Cutting-Edge Technology, Product Continuity, and Lower TCO

Sure  has mostly standardised on HPE hardware, including HPE ProLiant servers at our Jersey and Guernsey data centres. They’re high-spec HPE ProLiant DL380 Gen10. The cluster at each location supports a multi-tenant cloud, and we use a VMware stack to provide segregated access to that pool of machines. But these aren’t the only HPE servers we use.


Last year, we installed a dedicated cluster of HPE ProLiant DL385 Gen10 Plus servers using AMD EPYC CPUs for one of our customers. These chips are highly optimised for SQL Server use cases, so we handpicked the processors and server chassis for maximum throughput. It was the most powerful equipment we could purchase without moving into specialist hardware. Moving their virtual machines from our previous servers to the AMD-powered DL385 servers improved application speeds by 35% overnight, and the customer was extremely pleased.


We used HPE InfoSight to monitor software patching and update recommendations on our HPE Nimble Storage arrays and are now using it to keep our HPE Alletra 6000s up to date. We also occasionally use the forecasting tools within HPE InfoSight to recommend configurations for our biggest enterprise clients when speed, capacity, and latency issues can hobble their workloads. We don’t need it for smaller customers who want to configure a handful of virtual machines, but it comes in handy when we’re speccing enterprise-level cloud infrastructure.

Day-one costs aren’t the whole story—it’s important to consider TCO when selection a new solution.


Another crucial advantage of working with HPE is value. HPE products are either best-in-class or near the top of the heap, and the company offers well-engineered, stable solutions that are well-supported and receive timely and tested security updates. Everyone looks at cost first, but the day-one cost isn’t the whole story—over a few years, the TCO for HPE solutions tends to be lower than their competitors, and they offer better long-term support. It’s reassuring that HPE will replace a component or patch a vulnerability faster than the competition and invests in engineering to produce new platforms and keep them running longer. 

Engineering the Future

If there was ever a doubt that HPE would remain a key partner for Sure, HPE GreenLake for Block Storage built on HPE Alletra Storage MP put that to rest. This latest iteration of HPE storage technology uses advanced storage virtualisation and multi-protocol support to keep pace with customer expectations. Our first HPE Nimble Storage arrays were roughly a quarter the size of our HPE Alletra arrays, and HPE GreenLake for Block Storage built on HPE Alletra Storage MP further pushes the boundaries and capacity of storage technology.
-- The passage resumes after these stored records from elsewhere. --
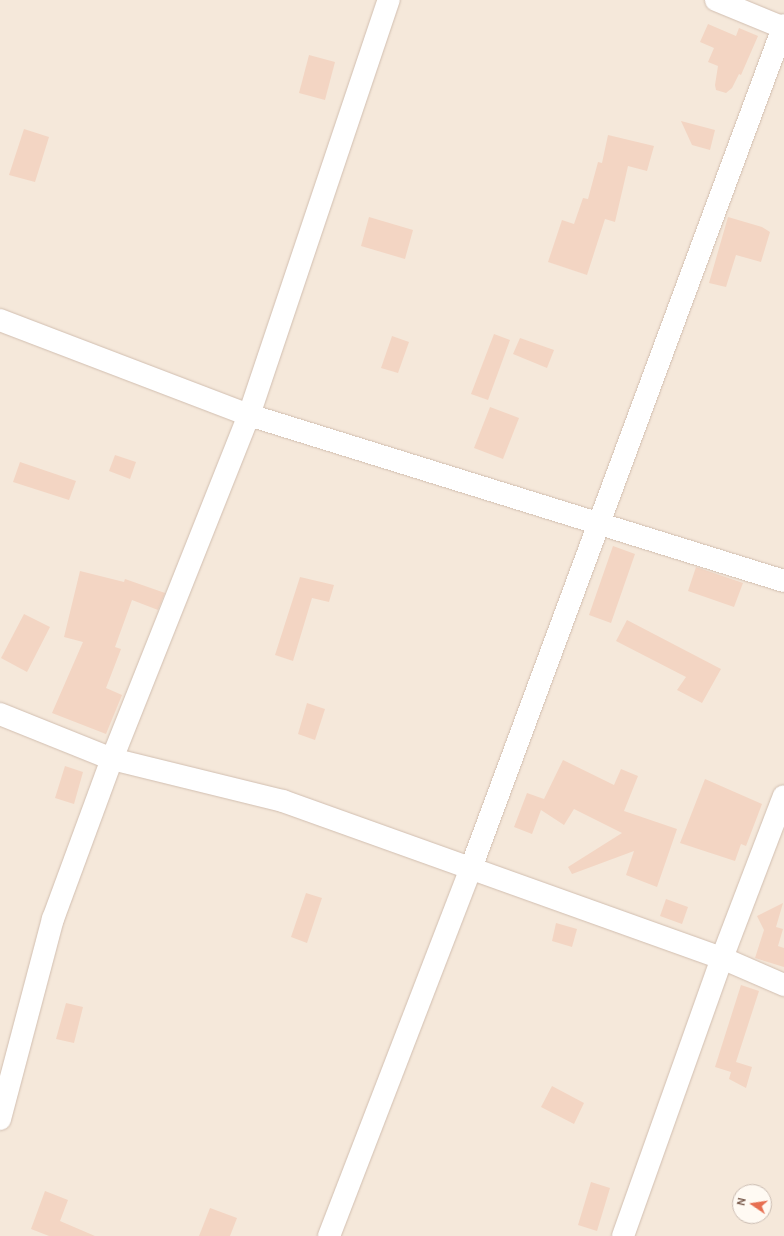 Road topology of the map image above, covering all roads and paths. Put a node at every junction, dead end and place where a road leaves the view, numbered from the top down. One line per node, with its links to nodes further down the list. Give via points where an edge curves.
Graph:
1 (389, 0): 5 (street)
2 (716, 0): 3 (street)
3 (784, 27): 6 (street)
4 (0, 320): 5 (street)
5 (249, 414): 6 (street); 9 (street)
6 (597, 523): 7 (street); 11 (street)
7 (784, 581)
8 (0, 714): 9 (street)
9 (112, 759): 11 (street, via 283,800); 14 (street, via 53,919)
10 (784, 796): 12 (street)
11 (471, 868): 12 (street); 15 (street)
12 (722, 958): 13 (street); 16 (street)
13 (784, 985)
14 (0, 1119)
15 (329, 1236)
16 (623, 1236) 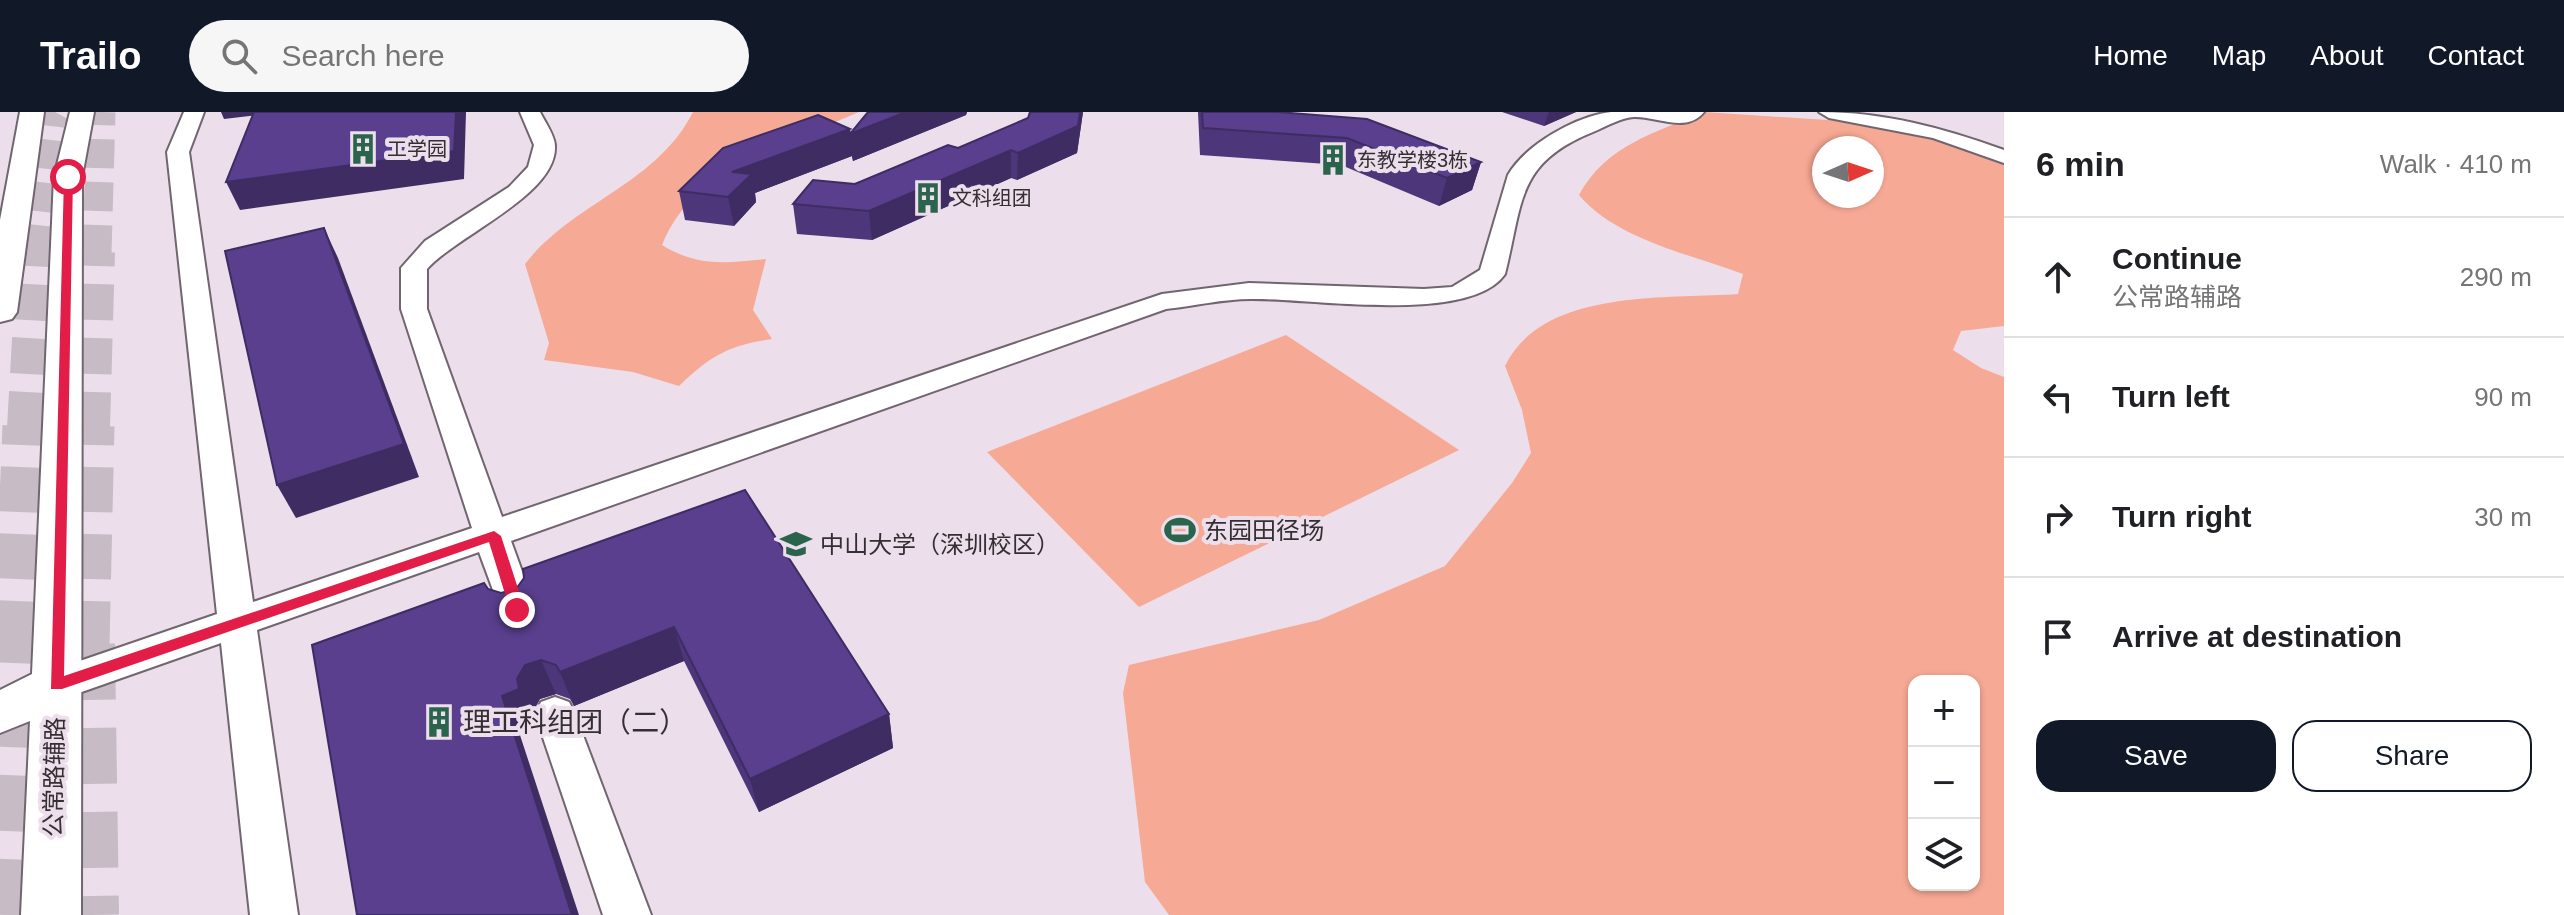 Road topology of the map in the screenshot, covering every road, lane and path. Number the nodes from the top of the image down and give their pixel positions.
1 (32, 112) edge
2 (82, 112) edge
3 (194, 112) edge
4 (530, 112) edge
5 (1627, 112) edge
6 (1639, 112) edge
7 (1694, 112) edge
8 (1829, 112) edge
9 (2004, 157) edge
10 (0, 312) edge
11 (494, 536) junction
12 (517, 610) edge
13 (238, 623) junction
14 (56, 685) junction
15 (0, 690) edge
16 (0, 713) edge
17 (555, 714) dead end
18 (51, 915) edge
19 (274, 915) edge
20 (627, 915) edge

1 - 10 main road
2 - 14 main road, 公常路辅路
3 - 13 lane
4 - 11 lane
5 - 11 lane
6 - 7 lane
8 - 9 lane
11 - 12 lane
11 - 13 lane
13 - 14 lane
13 - 19 lane
14 - 15 main road
14 - 16 main road
14 - 18 main road, 公常路辅路
17 - 20 lane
One of our customers currently operates a 35 terabyte VM, which wouldn’t fit on our early HPE Nimble Storage hardware, and is already testing the limits of our HPE Alletra 6000. We’ll soon need 250 terabyte arrays to keep pace with customer demand for increased capacity and performance, and HPE GreenLake for Block Storage built on HPE Alletra Storage MP is one step ahead of our current needs.


As I mentioned earlier, the best way to stay ahead of potential problems is to have extra headroom. HPE has the vision and expertise to engineer the next generation of storage solutions to give us that extra space to manoeuvre and ensure our customers stay out in front.